Setup guide: Connect Yoco to Convex In-depth guide: Yoco Pricing & Access Packages

Which Should I Use?

Use Polar if:

  • Your customers are international
  • You want recurring revenue with monthly/yearly billing
  • You need a customer portal for self-service billing management
  • Your product delivers ongoing value (features, storage, API calls)

Use Yoco if:

  • Your customers are in South Africa
  • You sell time-limited access (courses, content, tools with expiry)
  • You want to accept ZAR payments with local card and EFT support
  • You prefer a simpler "buy once, use for X days" model

Use both if:

  • You have an international audience AND a South African audience
  • You offer both subscription and one-time-purchase options

Both systems are fully independent — they use separate database tables, separate webhook endpoints, and separate config sections.
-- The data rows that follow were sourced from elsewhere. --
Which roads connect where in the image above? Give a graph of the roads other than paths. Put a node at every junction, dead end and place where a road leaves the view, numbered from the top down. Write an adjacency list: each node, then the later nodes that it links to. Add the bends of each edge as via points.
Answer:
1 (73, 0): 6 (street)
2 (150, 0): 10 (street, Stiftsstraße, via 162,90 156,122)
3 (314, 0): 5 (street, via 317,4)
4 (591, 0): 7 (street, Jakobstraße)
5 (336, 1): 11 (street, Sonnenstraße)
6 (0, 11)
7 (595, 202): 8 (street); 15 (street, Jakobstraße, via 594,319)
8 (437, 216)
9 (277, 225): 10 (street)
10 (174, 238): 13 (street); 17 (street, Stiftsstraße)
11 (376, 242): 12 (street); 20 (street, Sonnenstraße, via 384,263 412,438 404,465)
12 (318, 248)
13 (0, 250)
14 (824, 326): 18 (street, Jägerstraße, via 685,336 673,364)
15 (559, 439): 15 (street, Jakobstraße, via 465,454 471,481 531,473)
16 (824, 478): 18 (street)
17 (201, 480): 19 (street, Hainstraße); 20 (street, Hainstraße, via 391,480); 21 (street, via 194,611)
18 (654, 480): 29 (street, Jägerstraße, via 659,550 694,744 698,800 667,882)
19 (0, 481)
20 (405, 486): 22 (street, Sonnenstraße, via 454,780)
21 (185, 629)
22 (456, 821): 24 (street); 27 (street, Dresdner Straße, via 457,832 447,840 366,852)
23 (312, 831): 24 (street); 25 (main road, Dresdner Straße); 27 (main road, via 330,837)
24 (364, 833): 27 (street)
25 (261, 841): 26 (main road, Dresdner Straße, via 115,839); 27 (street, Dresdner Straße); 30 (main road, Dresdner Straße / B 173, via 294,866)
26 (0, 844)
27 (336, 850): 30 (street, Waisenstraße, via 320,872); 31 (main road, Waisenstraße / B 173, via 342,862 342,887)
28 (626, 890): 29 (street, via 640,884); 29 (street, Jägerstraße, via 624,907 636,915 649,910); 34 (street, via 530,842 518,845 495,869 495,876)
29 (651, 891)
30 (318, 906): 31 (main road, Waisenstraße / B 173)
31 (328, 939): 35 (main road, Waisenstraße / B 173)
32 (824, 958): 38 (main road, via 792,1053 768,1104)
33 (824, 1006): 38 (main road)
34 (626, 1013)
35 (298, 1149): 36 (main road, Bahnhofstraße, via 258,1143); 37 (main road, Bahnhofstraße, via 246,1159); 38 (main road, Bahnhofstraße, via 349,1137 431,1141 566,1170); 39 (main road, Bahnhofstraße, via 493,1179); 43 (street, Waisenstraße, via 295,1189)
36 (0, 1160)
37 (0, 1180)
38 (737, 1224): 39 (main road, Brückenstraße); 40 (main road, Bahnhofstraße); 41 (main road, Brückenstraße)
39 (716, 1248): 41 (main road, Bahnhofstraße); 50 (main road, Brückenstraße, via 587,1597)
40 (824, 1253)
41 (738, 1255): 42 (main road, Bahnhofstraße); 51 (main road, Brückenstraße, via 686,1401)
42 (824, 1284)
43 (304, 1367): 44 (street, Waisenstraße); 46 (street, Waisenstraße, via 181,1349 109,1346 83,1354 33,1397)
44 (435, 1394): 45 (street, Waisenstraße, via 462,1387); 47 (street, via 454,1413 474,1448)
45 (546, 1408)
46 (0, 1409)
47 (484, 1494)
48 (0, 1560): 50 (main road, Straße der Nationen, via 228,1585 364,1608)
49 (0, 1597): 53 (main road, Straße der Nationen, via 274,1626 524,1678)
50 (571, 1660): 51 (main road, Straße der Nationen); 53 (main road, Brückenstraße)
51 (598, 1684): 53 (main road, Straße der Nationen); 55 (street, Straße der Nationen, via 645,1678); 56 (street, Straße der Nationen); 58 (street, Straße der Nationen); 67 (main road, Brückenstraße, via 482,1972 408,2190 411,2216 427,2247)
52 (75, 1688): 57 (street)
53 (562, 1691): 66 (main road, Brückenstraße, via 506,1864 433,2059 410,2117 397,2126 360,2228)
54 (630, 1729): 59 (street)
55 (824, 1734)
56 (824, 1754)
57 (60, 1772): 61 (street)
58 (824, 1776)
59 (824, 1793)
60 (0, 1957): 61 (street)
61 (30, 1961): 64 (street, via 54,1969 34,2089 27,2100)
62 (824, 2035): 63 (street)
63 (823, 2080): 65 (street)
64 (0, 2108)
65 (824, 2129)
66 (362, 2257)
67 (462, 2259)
You can enable one and ignore the other, or run both side by side.

Configuration

Both systems pull their product data from config.yaml at the repo root:

# Polar subscriptions (international, USD, recurring)
pricing:
  - id: "free"
    name: "Free"
    price: 0
    currency: "$"
    priceLabel: "/month"
    polarProductId: "your-polar-product-id"
    # ... features, cta, etc.

# Yoco access packages (South Africa, ZAR, one-time)
accessPackages:
  - id: "3-month"
    name: "3 Month Access"
    durationDays: 90
    priceInCents: 29900
    currency: "ZAR"

Edit these sections to define your products. The marketing site reads from this config to render pricing cards, and the backend uses it to create checkout sessions and grant access.

Architecture

Both payment flows follow the same pattern:

Marketing UI → Convex action (create checkout) → Hosted checkout page

                                                   Customer pays

Convex HTTP endpoint ← Webhook ← Payment provider

  Webhook handler (verify signature, deduplicate, persist)

  Database trigger (grant access / track subscription)

  Email notification (via Resend)

Webhook events are stored in the webhooks table for audit logging. Duplicate webhooks are detected by event ID and silently ignored.